**Instructions to follow**. In the records below, pick out all lines containing the word "Anthony".

Stored data entries:
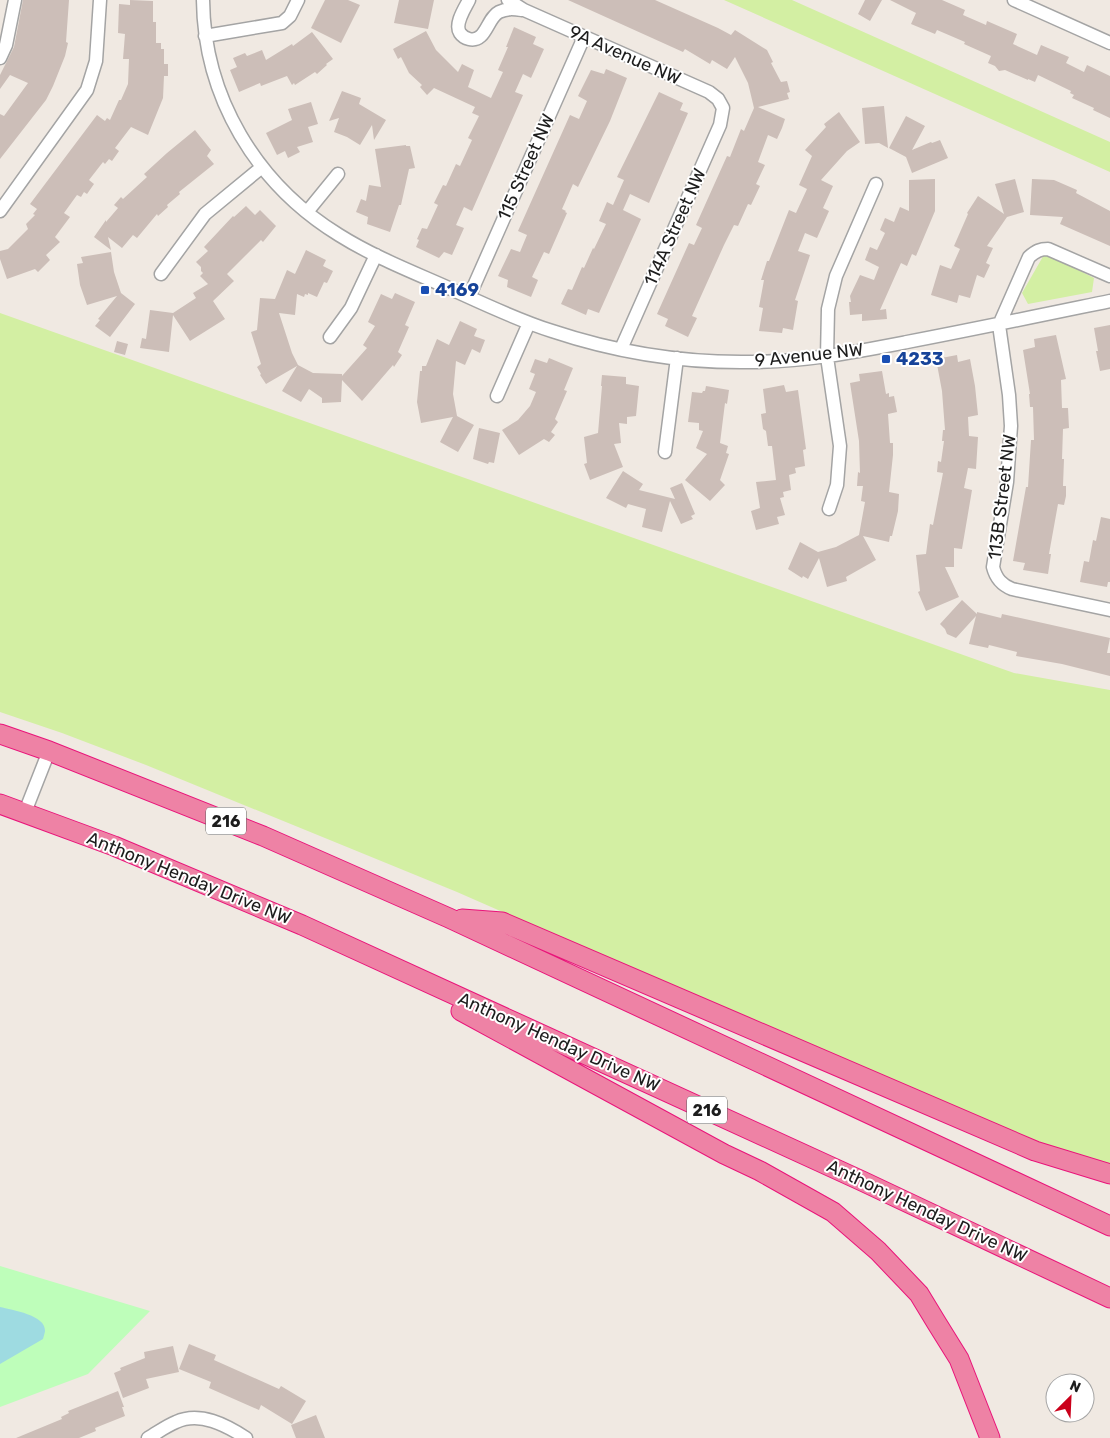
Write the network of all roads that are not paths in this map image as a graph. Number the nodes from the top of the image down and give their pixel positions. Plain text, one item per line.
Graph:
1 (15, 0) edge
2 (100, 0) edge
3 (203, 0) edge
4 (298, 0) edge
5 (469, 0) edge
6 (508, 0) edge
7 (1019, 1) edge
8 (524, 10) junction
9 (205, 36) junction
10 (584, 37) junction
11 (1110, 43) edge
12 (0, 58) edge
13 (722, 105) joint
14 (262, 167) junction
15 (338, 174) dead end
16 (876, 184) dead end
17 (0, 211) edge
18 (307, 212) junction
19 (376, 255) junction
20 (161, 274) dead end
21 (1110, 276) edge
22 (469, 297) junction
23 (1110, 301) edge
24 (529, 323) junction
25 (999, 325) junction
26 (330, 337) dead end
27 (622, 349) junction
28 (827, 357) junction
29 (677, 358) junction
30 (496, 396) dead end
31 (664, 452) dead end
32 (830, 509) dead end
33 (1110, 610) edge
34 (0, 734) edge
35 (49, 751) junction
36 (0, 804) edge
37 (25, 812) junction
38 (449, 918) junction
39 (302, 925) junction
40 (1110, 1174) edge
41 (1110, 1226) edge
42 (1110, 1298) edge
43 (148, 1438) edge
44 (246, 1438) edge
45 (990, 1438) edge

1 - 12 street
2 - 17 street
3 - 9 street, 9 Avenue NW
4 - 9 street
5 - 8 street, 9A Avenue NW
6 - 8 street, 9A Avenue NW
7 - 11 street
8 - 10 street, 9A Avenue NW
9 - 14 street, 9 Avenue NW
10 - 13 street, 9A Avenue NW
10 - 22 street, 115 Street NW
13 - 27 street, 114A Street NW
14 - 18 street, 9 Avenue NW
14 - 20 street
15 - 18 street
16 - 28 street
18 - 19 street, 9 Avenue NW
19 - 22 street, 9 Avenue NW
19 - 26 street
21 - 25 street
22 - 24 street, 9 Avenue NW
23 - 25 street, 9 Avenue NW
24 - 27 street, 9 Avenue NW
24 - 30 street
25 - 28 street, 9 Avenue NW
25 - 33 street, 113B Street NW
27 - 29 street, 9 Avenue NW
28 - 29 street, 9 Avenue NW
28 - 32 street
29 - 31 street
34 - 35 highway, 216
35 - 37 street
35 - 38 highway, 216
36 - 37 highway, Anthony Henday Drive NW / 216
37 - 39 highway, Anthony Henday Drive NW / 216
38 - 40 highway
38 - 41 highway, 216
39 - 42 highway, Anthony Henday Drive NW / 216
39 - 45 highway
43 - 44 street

**Answer space**.
36 - 37 highway, Anthony Henday Drive NW / 216
37 - 39 highway, Anthony Henday Drive NW / 216
39 - 42 highway, Anthony Henday Drive NW / 216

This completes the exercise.